■ REQUIRED ACTION ■
What you return has to match the listing below line for line.
GIVEN INFORMATION section start
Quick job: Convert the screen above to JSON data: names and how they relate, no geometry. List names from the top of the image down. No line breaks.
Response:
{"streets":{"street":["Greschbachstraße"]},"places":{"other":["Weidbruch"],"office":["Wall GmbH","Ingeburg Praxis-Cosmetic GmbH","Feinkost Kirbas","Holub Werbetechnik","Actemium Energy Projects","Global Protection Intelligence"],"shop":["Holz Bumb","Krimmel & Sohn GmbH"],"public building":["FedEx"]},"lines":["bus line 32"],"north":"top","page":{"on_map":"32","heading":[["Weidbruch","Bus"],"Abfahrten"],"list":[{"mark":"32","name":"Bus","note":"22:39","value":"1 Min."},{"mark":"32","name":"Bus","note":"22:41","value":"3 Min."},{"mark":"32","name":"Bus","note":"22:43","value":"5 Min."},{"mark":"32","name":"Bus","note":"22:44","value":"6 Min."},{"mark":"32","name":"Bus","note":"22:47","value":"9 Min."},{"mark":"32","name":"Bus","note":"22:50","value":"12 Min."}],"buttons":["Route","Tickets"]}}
GIVEN INFORMATION section end
■ THE COMPLETED TASK ■
Quick job: Convert the screen above to JSON data: names and how they relate, no geometry. List names from the top of the image down. No line breaks.
Response:
{"streets":{"street":["Greschbachstraße"]},"places":{"other":["Weidbruch"],"office":["Wall GmbH","Ingeburg Praxis-Cosmetic GmbH","Feinkost Kirbas","Holub Werbetechnik","Actemium Energy Projects","Global Protection Intelligence"],"shop":["Holz Bumb","Krimmel & Sohn GmbH"],"public building":["FedEx"]},"lines":["bus line 32"],"north":"top","page":{"on_map":"32","heading":[["Weidbruch","Bus"],"Abfahrten"],"list":[{"mark":"32","name":"Bus","note":"22:39","value":"1 Min."},{"mark":"32","name":"Bus","note":"22:41","value":"3 Min."},{"mark":"32","name":"Bus","note":"22:43","value":"5 Min."},{"mark":"32","name":"Bus","note":"22:44","value":"6 Min."},{"mark":"32","name":"Bus","note":"22:47","value":"9 Min."},{"mark":"32","name":"Bus","note":"22:50","value":"12 Min."}],"buttons":["Route","Tickets"]}}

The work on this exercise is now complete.